LexiconCode mentioned that it is possible to make separate CCR grammars that are not merged with each other. So there could be a separate CCR grammar that has the dictation command just mentioned and a small number of other commands for moving the cursor and so on.

To clarify, So this would be a CCR grammar that's not merged into the global grammar? Are you thinking about an app specific CCR?

chilimangoes commented 5 years ago

I think what @alexboche is talking about is, essentially, being able to mix dictation and CCR commands. AFAIK, this is strictly not possible with Dragon, at least not with the way that Dragonfly grammars currently work. The only way to do it would be if Caster were to not use Dragon's command mode at all, capture ALL dictation output from Dragon, and then parse it to try to figure out which words are commands and which are dictation. This is how Nils Klarlund's ShortTalk worked. It can work, but comes with a lot of challenges, both technical and behavioral (such as your command words need to be completely foreign, not just obscure, like Ross, lease, sauce, dunce, etc). As much as I would love to be able to mix commands in with dictation, I feel like the amount of work it would require just isn't worth it.

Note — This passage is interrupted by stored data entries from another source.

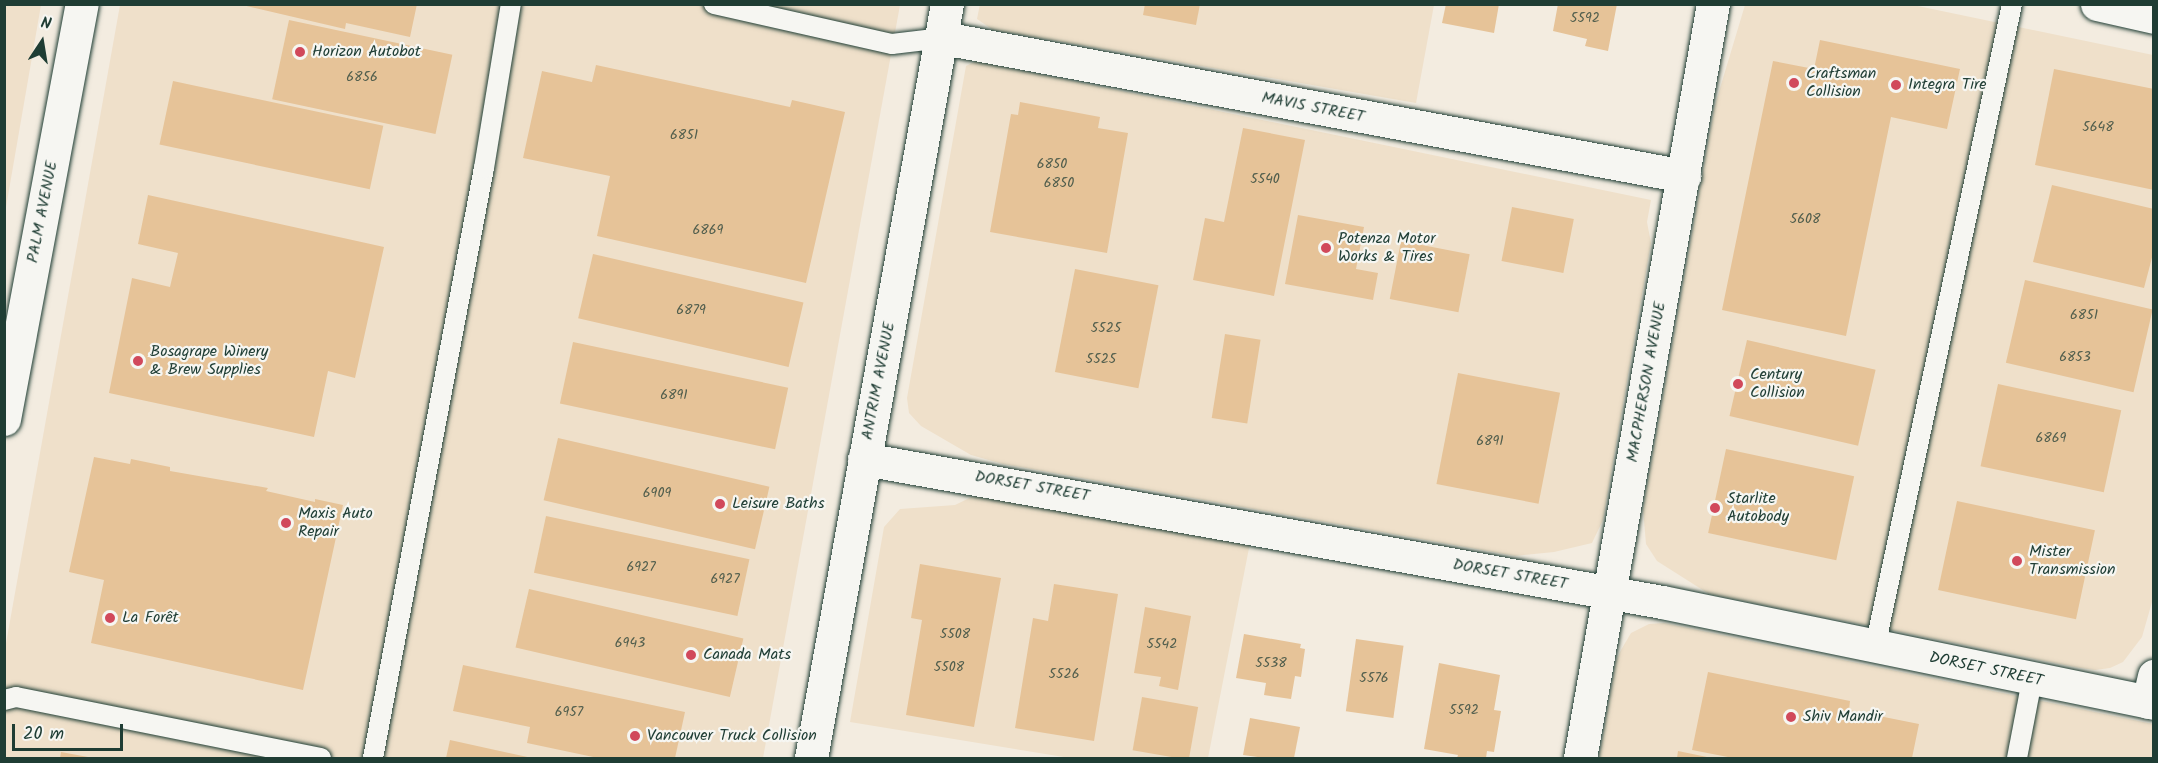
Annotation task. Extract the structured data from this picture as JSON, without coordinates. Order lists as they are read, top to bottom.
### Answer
{
  "streets": {
    "street": [
      "MAVIS STREET",
      "PALM AVENUE",
      "ANTRIM AVENUE",
      "MACPHERSON AVENUE",
      "DORSET STREET"
    ]
  },
  "crossings": [
    ["MAVIS STREET", "ANTRIM AVENUE"],
    ["MAVIS STREET", "MACPHERSON AVENUE"],
    ["ANTRIM AVENUE", "DORSET STREET"],
    ["MACPHERSON AVENUE", "DORSET STREET"]
  ],
  "places": [
    "Horizon Autobot",
    "Craftsman Collision",
    "Integra Tire",
    "Potenza Motor Works & Tires",
    "Bosagrape Winery & Brew Supplies",
    "Century Collision",
    "Leisure Baths",
    "Starlite Autobody",
    "Maxis Auto Repair",
    "Mister Transmission",
    "La Forêt",
    "Canada Mats",
    "Shiv Mandir",
    "Vancouver Truck Collision"
  ],
  "house_numbers": [
    "5592",
    "6856",
    "5648",
    "6851",
    "6850",
    "5540",
    "6850",
    "5608",
    "6869",
    "6879",
    "6851",
    "5525",
    "6853",
    "5525",
    "6891",
    "6869",
    "6891",
    "6909",
    "6927",
    "6927",
    "5508",
    "6943",
    "5542",
    "5538",
    "5508",
    "5526",
    "5576",
    "5592",
    "6957"
  ],
  "scale_bar": "20 m",
  "north": "top"
}
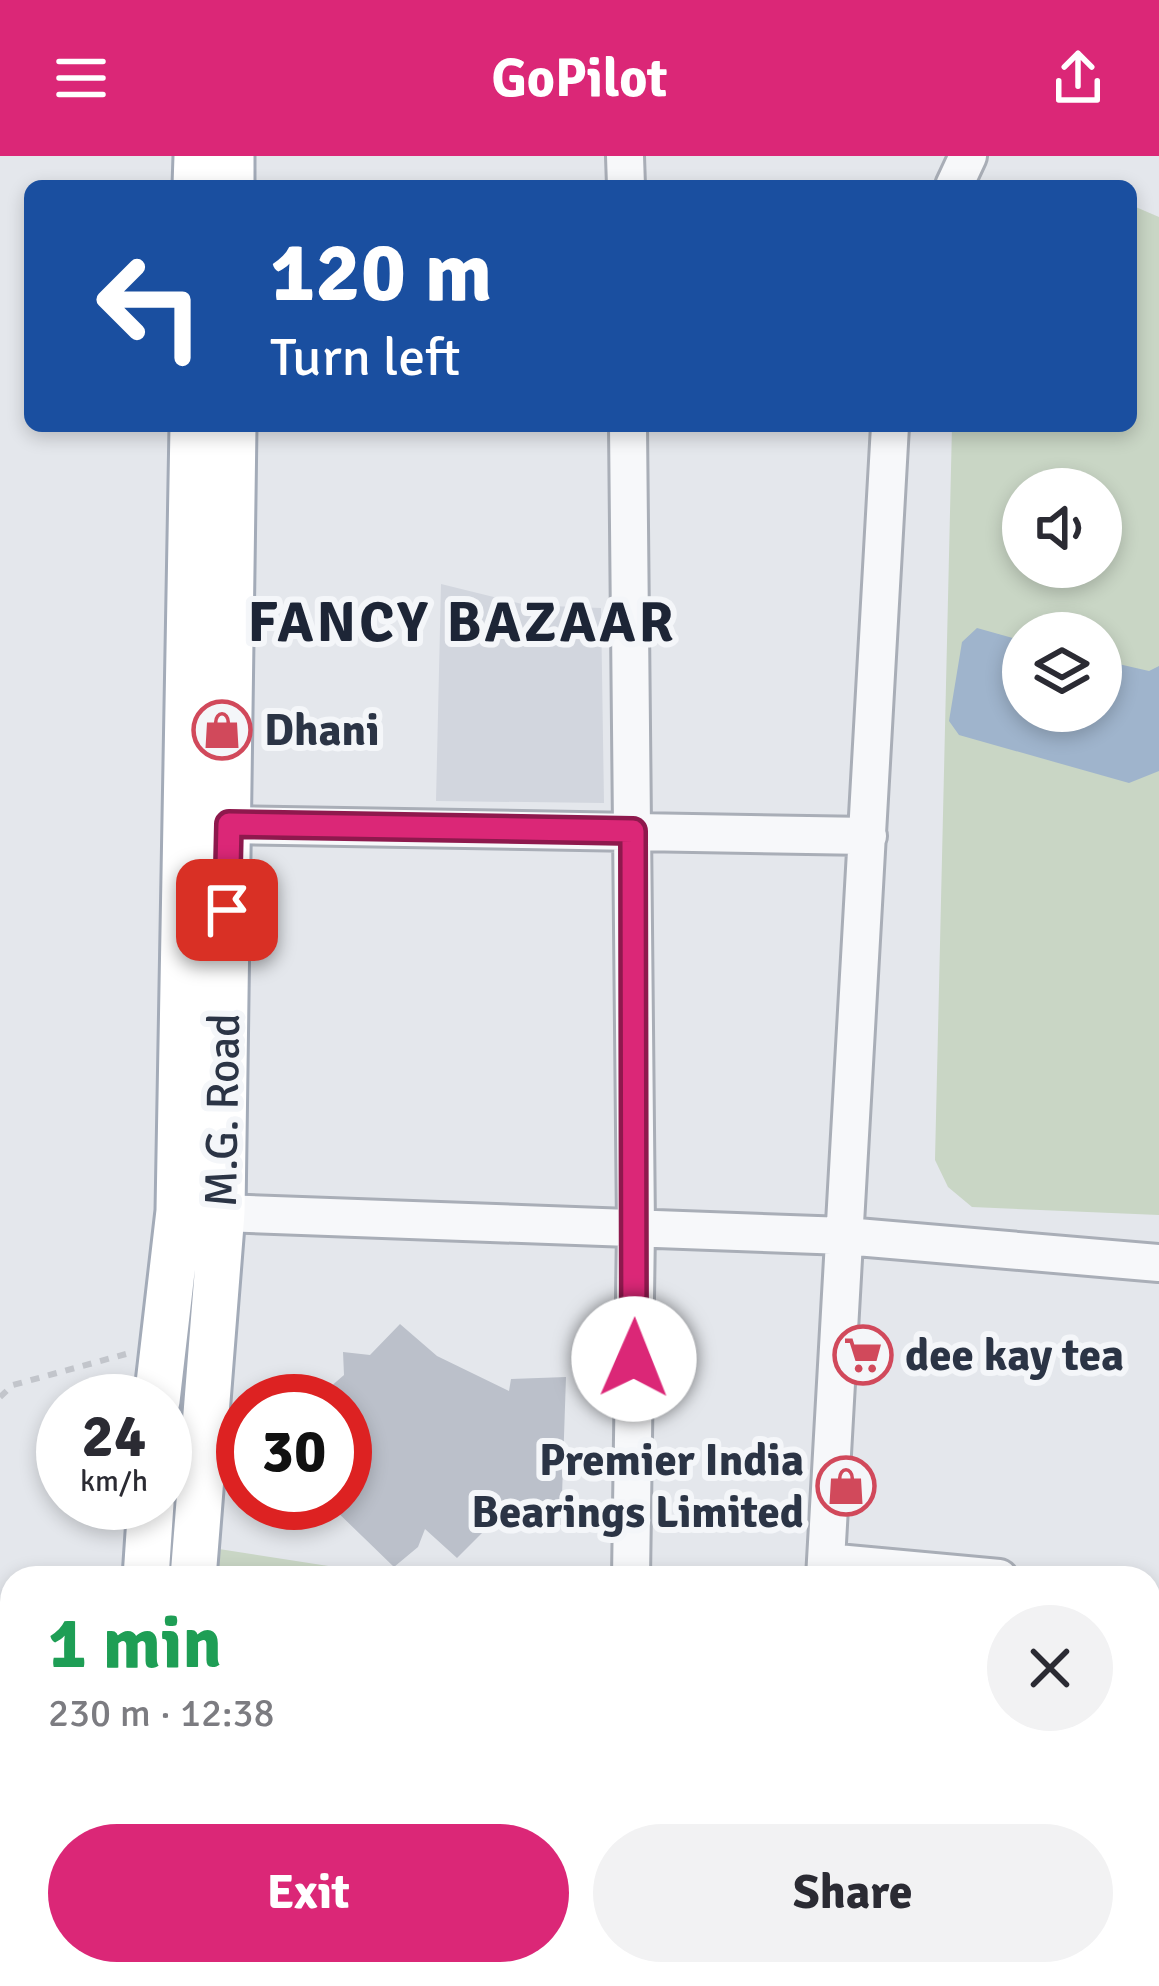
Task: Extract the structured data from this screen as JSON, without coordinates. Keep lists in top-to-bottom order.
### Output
{
  "streets": {
    "main road": ["M.G. Road"]
  },
  "districts": ["FANCY BAZAAR"],
  "places": {
    "shop": ["Dhani", "Premier India Bearings Limited"],
    "supermarket": ["dee kay tea"]
  },
  "page": {
    "header": "GoPilot",
    "turn": ["120 m", "Turn left"],
    "speed": "24 km/h",
    "limit": "30",
    "heading": ["1 min", "230 m · 12:38"],
    "buttons": ["Exit", "Share"]
  }
}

alexboche commented 5 years ago

To clarify, So this would be a CCR grammar that's not merged into the global grammar? Are you thinking about an app specific CCR?

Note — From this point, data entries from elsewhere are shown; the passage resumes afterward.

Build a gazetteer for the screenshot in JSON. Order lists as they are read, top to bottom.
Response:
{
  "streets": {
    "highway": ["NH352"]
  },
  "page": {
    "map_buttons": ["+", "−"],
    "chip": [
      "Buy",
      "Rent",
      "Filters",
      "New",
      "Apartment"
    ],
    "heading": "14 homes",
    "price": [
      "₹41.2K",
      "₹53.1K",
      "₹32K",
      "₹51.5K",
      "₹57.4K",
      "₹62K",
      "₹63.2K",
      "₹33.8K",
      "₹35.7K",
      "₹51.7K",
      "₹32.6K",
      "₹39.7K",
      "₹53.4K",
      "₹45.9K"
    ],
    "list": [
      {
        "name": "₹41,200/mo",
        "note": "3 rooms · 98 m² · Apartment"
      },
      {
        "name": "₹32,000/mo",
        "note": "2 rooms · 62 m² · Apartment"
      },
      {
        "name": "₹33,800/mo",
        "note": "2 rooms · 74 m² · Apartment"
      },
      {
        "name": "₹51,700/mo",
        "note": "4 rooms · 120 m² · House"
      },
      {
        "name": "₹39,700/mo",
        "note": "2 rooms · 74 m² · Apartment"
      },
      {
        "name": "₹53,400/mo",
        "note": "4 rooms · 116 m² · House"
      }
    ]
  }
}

I was thinking a separate CCR grammar that is not merged into the main global CCR grammar.the separate CCR grammar could be global or context specific (definitely something that could be enabled and disabled). This separate ccr grammar would just have a small number of commands in it, ideally with words that are not in the Dragon vocabulary. the command would basically be command for text navigation, e.g. arrow keys (with modifiers), maybe the clipboard based text navigation commands. it might be possible to use a mimic command to get the native Dragon text manipulation commands to work CCR with respect to words preceding them (not words following them). Ryan seems to have made some headway on this in Talon,but seems inconsistent so far. not sure how his system works; it may work at a somewhat lower level than just forcing dictation through a command. They also has the ability to force words to be dictation by saying "word ". (Dragon also comes with hotkeys for forcing dictation versus commands; I think you can set them in Dragon settings. So might be worth looking into if there's a way to access the functionality at a lower level.)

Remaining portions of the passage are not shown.